As I reflect on that today, it drives home very painfully the lesson that we cannot always change others, or even control a specific behavior of theirs.  The old cliche that they “have to really want to change” is true, and it’s also true that not everyone who wants to change can do so. This is the really difficult side of facing failure for nonprofit organizations – in some cases, there may be no alternative to severing ties with individuals or organizations, if the organization is going to face its failure and move on.  It’s going to take more than a pink feather boa, a “joyful funeral,” or a FailFaire to get past that.  When the well-being of vulnerable people is on the line, there are cases where forgiving and remembering is crucial, but it isn’t enough.


Bonus item:

Q:  How many psychotherapists does it take to change a lightbulb?

A:  Only one, but the light bulb really has to want to change.

Adventures in failure (and ritual studies): The “joyful funeral”

Beth Kanter and I are not twins who were separated at birth, but we have some things in common.

So perhaps if we were twins, I wouldn’t be the evil twin (I hope) but the lagging twin.  She’s succeeding at writing in a very engaging and helpful way about failure, and I am definitely benefiting from that.  Thinking about how to acknowledge failure flows very naturally from my current absorption in outcomes management for nonprofit organizations.

Beth recently published a blog article on “Six Ways Nonprofits Learn from Affordable Losses or Little Bets to Improve Impact” that appealed to me greatly, mostly because some the practices described have a ritual component.

I was especially excited when I saw that Beth had included the “Joyful Funeral” custom that was created by Moms Rising.  I had heard rumors of this ritual in nonprofit management circles, but couldn’t remember the details.  Fortunately, Beth’s article includes a cool video, in which she interviews Ashley Boyd about what it really entails.

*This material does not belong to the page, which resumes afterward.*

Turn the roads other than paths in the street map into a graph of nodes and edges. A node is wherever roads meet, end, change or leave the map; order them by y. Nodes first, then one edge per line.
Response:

Now, unlike Beth, I studied sociology of religion as a graduate student, and have a longstanding interest in ritual studies.  Regardless of one’s religious beliefs and affiliation – or lack thereof – it’s easy to see that ritual often has great power in assisting human communities that are confronted by change or loss.

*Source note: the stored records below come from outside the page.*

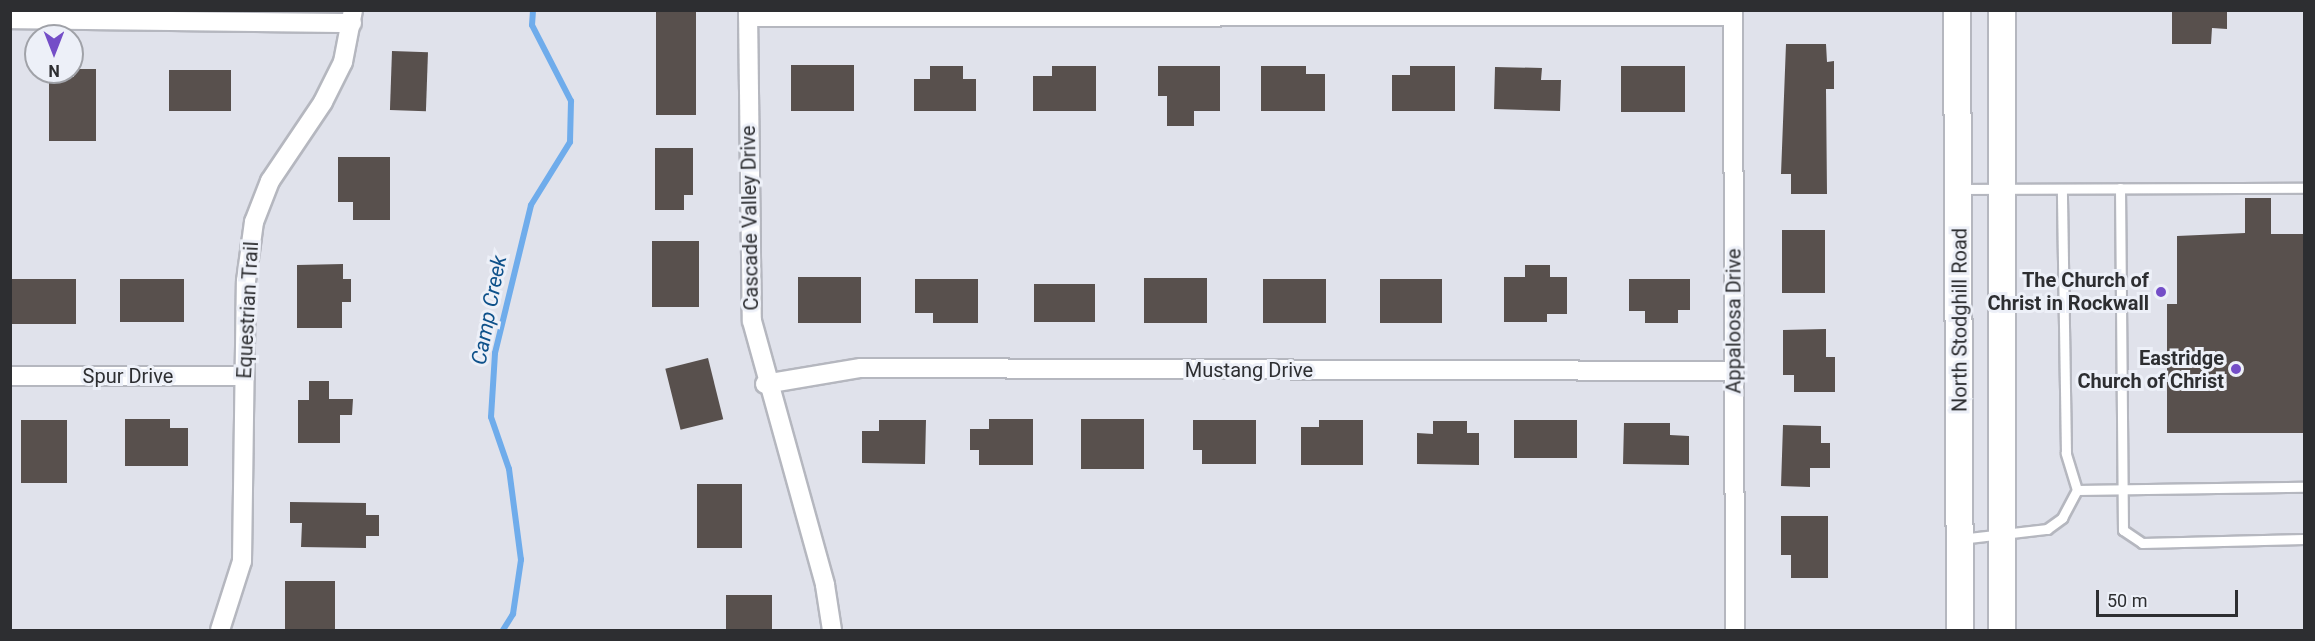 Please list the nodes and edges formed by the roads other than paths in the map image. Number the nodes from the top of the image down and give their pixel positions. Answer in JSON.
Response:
{"nodes":[{"id":1,"x":1957,"y":10,"type":"edge"},
{"id":2,"x":2002,"y":10,"type":"edge"},
{"id":3,"x":1733,"y":13,"type":"edge"},
{"id":4,"x":748,"y":14,"type":"edge"},
{"id":5,"x":352,"y":17,"type":"edge"},
{"id":6,"x":10,"y":19,"type":"edge"},
{"id":7,"x":2304,"y":188,"type":"edge"},
{"id":8,"x":1960,"y":189,"type":"junction"},
{"id":9,"x":2001,"y":189,"type":"junction"},
{"id":10,"x":2062,"y":189,"type":"junction"},
{"id":11,"x":2120,"y":189,"type":"junction"},
{"id":12,"x":1734,"y":371,"type":"junction"},
{"id":13,"x":10,"y":376,"type":"edge"},
{"id":14,"x":245,"y":376,"type":"junction"},
{"id":15,"x":765,"y":384,"type":"junction"},
{"id":16,"x":2304,"y":486,"type":"edge"},
{"id":17,"x":2124,"y":489,"type":"junction"},
{"id":18,"x":2077,"y":490,"type":"junction"},
{"id":19,"x":2002,"y":536,"type":"junction"},
{"id":20,"x":1960,"y":539,"type":"junction"},
{"id":21,"x":2304,"y":539,"type":"edge"},
{"id":22,"x":220,"y":630,"type":"edge"},
{"id":23,"x":832,"y":630,"type":"edge"},
{"id":24,"x":1735,"y":630,"type":"edge"},
{"id":25,"x":1960,"y":630,"type":"edge"},
{"id":26,"x":2002,"y":630,"type":"edge"}],
"edges":[{"from":1,"to":8,"type":"main road","name":"North Stodghill Road"},
{"from":2,"to":9,"type":"main road"},
{"from":3,"to":4,"type":"street"},
{"from":3,"to":12,"type":"street","name":"Appaloosa Drive"},
{"from":4,"to":15,"type":"street","name":"Cascade Valley Drive"},
{"from":5,"to":6,"type":"street"},
{"from":5,"to":14,"type":"street","name":"Equestrian Trail"},
{"from":7,"to":11,"type":"lane"},
{"from":8,"to":9,"type":"lane"},
{"from":8,"to":20,"type":"main road","name":"North Stodghill Road"},
{"from":9,"to":10,"type":"lane"},
{"from":9,"to":19,"type":"main road"},
{"from":10,"to":11,"type":"lane"},
{"from":10,"to":18,"type":"lane"},
{"from":11,"to":17,"type":"lane"},
{"from":12,"to":15,"type":"street","name":"Mustang Drive"},
{"from":12,"to":24,"type":"street","name":"Appaloosa Drive"},
{"from":13,"to":14,"type":"street","name":"Spur Drive"},
{"from":14,"to":22,"type":"street","name":"Equestrian Trail"},
{"from":15,"to":23,"type":"street","name":"Cascade Valley Drive"},
{"from":16,"to":17,"type":"lane"},
{"from":17,"to":18,"type":"lane"},
{"from":17,"to":21,"type":"lane"},
{"from":18,"to":19,"type":"lane"},
{"from":19,"to":20,"type":"lane"},
{"from":19,"to":26,"type":"main road"},
{"from":20,"to":25,"type":"main road","name":"North Stodghill Road"}]}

Let’s look at the characteristic stages of a “rite of passage:”

  • Detachment or withdrawal from the status quo
  • Transition
  • Reincorporation into the social group

Likewise, consider a purification ritual, in which the transition in question is from an “unclean” to a “clean” state.

I propose that we think of a joyful funeral as a combination of passage and purification.  The individual or organization has an opportunity to mark the change (which may also be a loss) from a viable initiative to a failure, to acknowledge shortcomings, to mourn, to be supported by the community, and to achieve closure, and to begin the next stage of life.

Many people are left cold by any kind of ritual, and others are put off by the links between elaborate ritual and religious institutions from which they are alienated.  For that reason, I would never argue that a joyful funeral (or any of the other celebrations of failure that Beth describes) should be attempted by everyone.  But for many of us, a ritual can be a comfort, especially if it doesn’t demand that we buy into a dogma or denomination.  A ritual can also be goofy and fun.

I like the idea of building laughter without humiliation into a ritual acknowledgement of failure. It’s less scary and less punitive than a solemn occasion, and better for strengthening ties among the team and making it fun to learn from mistakes.  For this reason, I recommend the “DoSomething PinkBoa FailFest” to beginners in the art of failing and moving on.


Bonus item:  a joke for people who take ritual a little too seriously.

Q:  What’s the difference between a liturgist and a terrorist?

A:  You can negotiate with a terrorist.